Attualità

PARI OPPORTUNITA’/ LA CONSIGLIERA BRANDIFERRI A ROMA A #INQUANTODONNA

Ieri a Roma, all’iniziativa denominata #InQuantoDonna voluta dalla Presidente della Camera Laura Boldrini nell’Aula di Montecitorio per la Giornata Internazionale contro la violenza sulle donne, c’era anche la Consigliera di Parità della Provincia di Teramo Monica Brandiferri, insieme a figure istituzionali, del modo del lavoro, rappresentanti di associazioni, giornaliste e vittime di violenza, quali per citarne solo alcune:

Serafina Strano (dottoressa della Guardia medica di Trecastagni, CT, vittima di stupro), Antonella Veltri (Vice-Presidente della Rete Di.Re Centri Antiviolenza), Grazia Biondi (vittima di violenza e Presidente dell’Associazione Manden), Maria Monteleone (Procuratrice aggiunta e capa del pool antiviolenza della Procura di Roma), Touria Tchiche (vittima di violenza domestica), Rosaria Maida (dirigente IV sezione Squadra mobile di Palermo), Concetta Raccuia (mamma di Sara Di Pietrantonio, uccisa dal suo ex la notte del 29 maggio 2016), Linda Laura Sabbadini (statistica sociale), Emanuela De Vito (sopravvissuta a tentato femminicidio), Antonella Penati (vittima di figlicidio e presidente della Onlus, “Federico nel cuore” ), Maria Gabriella Carnieri Moscatelli (presidente di Telefono Rosa), Blessing Okoedion (vittima di tratta), Alice Masala (vittima di cyberbullismo), Luisa Betti (giornalista), Maria Teresa Giglio (mamma di Tiziana Cantone, morta suicida il 13 settembre 2016), Nicoletta Malesa (Centro ascolto uomini maltrattanti), Serena Dandini (scrittrice e autrice teatrale e televisiva).
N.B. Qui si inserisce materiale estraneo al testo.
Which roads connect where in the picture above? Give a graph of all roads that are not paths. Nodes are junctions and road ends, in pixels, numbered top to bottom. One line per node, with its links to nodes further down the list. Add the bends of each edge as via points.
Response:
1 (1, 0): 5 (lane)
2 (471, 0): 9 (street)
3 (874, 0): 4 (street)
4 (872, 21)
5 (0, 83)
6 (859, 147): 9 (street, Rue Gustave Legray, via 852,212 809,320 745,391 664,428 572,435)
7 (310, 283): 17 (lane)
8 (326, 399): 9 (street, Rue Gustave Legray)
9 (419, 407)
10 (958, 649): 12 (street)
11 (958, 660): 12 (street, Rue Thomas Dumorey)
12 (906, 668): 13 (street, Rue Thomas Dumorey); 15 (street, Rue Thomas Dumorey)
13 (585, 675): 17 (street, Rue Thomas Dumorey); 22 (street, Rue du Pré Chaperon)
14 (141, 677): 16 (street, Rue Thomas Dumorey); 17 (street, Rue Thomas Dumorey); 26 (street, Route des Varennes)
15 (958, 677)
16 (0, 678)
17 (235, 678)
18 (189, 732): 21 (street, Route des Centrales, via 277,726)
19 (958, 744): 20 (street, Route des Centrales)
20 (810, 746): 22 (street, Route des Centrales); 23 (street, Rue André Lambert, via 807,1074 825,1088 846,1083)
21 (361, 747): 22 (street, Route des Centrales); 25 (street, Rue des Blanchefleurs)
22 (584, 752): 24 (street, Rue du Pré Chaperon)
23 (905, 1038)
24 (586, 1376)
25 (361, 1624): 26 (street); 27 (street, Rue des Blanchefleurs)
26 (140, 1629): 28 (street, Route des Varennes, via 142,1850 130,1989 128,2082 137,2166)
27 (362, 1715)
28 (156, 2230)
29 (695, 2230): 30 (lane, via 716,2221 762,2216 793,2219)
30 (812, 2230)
Ha concluso i lavori la Sottosegretaria alla Presidenza del Consiglio con delega alle Pari Opportunità Maria Elena Boschi.

Un’esperienza unica quella di ritrovarsi tutte nell’Aula di Montecitorio che per la prima volta è stata aperta alle sole donne: in 1300 provenienti da tutt’Italia per sensibilizzare il Paese su questo doloroso tema. Ascoltare le testimonianza delle donne che hanno subito violenza: vittime di stupro, violenza domestica, stalking, madri di ragazze che non ci sono più, uccise per mano degli uomini che avrebbero dovuto amarle, magistrate, dirigenti di polizia, studiose e giornaliste e autrici teatrali e televisive, ci fanno comprendere che il lavoro da fare è ancora lungo; basta guardare cosa accade ancora sui luoghi di lavoro nonostante il terremoto del caso Weinstein: le donne tendono a non denunciare perché temono di non essere credute o perdere il lavoro. Per non parlare dei femminicidi che, secondo i dati spaventosi dell’Istat, avvengono uno ogni due giorni e mezzo.

Nel pomeriggio della stessa giornata, la Consigliera di Parità Monica Brandiferri ha partecipato alla manifestazione nazionale ‘Non Una di Meno’, le cui organizzatrici propongono un piano per un “cambiamento strutturale” nel mondo della scuola, nella sanità, nel lavoro, nella giustizia e nei media.